How do I search all subdocuments?

Hello,

I have the following structure:
{
month {
day1 { name: SOMETHING },
day2{ name: SOMETHING },
day3{ name: SOMETHING}
}

the question is how do I search by name ?
e.g. ..name that matches a regex

Momchil

You sample document is not valid JSON. Please correct because it is unusable in this form.

Best way to share is with https://mongoplayground.net/

Sure: Mongo playground
thanks for responding

Your current data structure is a prime candidate for using the Attribute Pattern. That makes it easier to query and makes it possible to index. Otherwise, the fields don’t have known/predictable names.

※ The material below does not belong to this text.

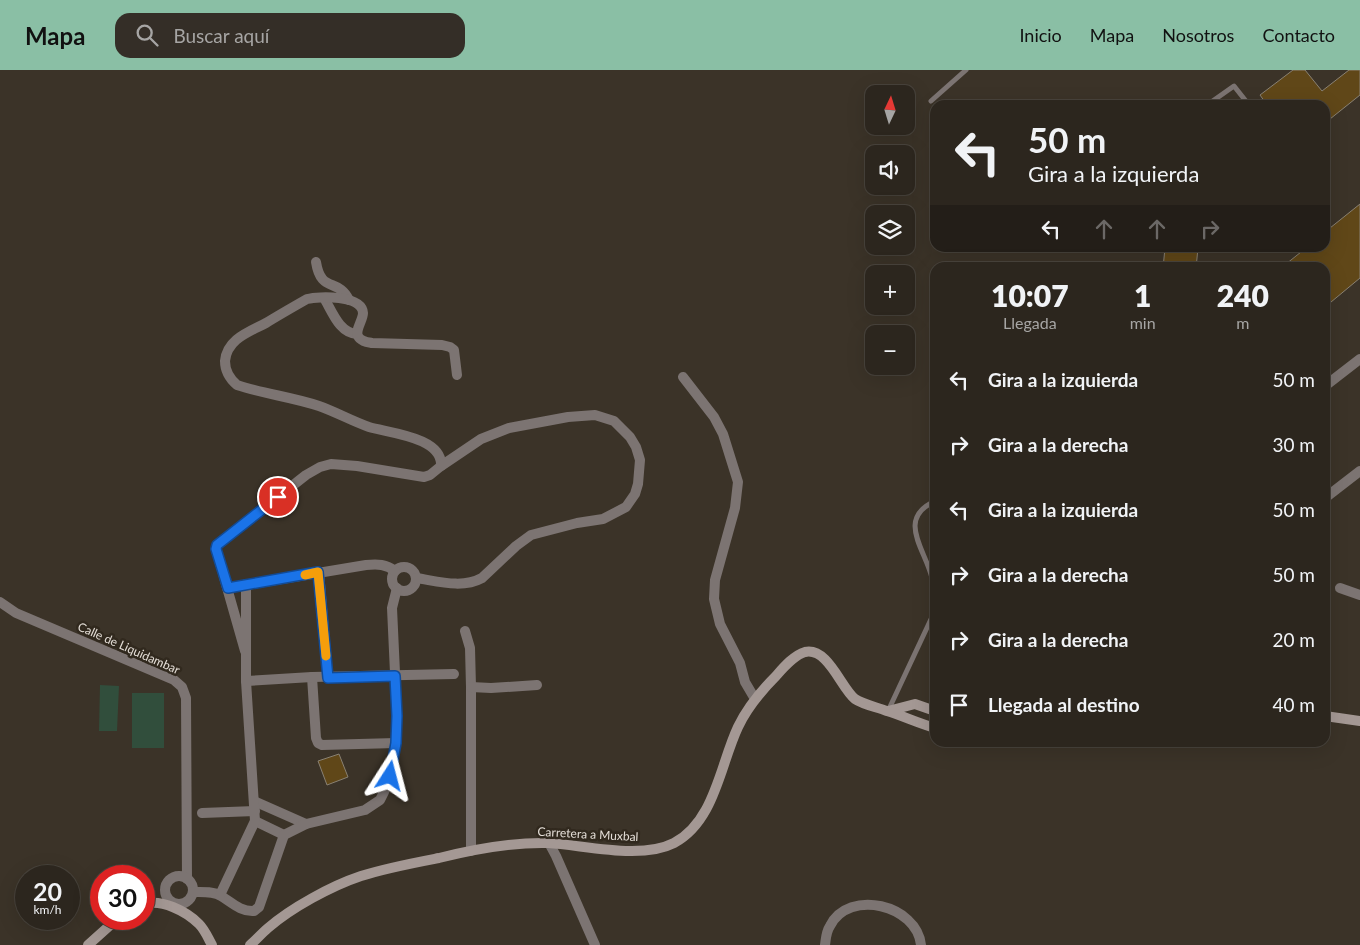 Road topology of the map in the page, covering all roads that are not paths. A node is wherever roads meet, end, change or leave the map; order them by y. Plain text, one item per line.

For example, your document can be transformed from:

{
  "03": {
    "17": {
      "id": "xxx",
      "name": "myname",
      "lastSeen": "2025-03-17",
      "someotherkey": "value"
    },
    "18": {
      "id": "xxx",
      "name": "myname",
      "lastSeen": "2025-03-18",
      "someotherkey": "value"
    }
  }
}

to:

{
  "month": "03",
  "days": [
    {
      "day": "17",
      "id": "xxx",
      "name": "myname",
      "lastSeen": "2025-03-17",
      "someotherkey": "value"
    },
    {
      "day": "18",
      "id": "xxx",
      "name": "myname",
      "lastSeen": "2025-03-18",
      "someotherkey": "value"
    }
  ]
}

Then a search for ā€˜name’ could be simply:

db.collection.find({ "days.name": { $regex: "yna" } })

Mongo Playground 1A

or

db.collection.find({ "days.name": { $regex: "her" } })

Mongo Playground 1B

Some assumptions, questions, and suggestions:

  1. Does each document represent just one month? If there can be more than one month in a doc, then the example above will need to be nested under a months array field.
  2. When you search the name in subdocuments, do you want the whole document or just the matching subdocument in the array?
  3. If your document has month and day, it should probably also have year. Or directly use a datetime field with the hour-minute-second set to zero. Like ISODate("2025-03-17T00:00:00Z").
  4. And then it would be appropriate as a Time Series collection (optional).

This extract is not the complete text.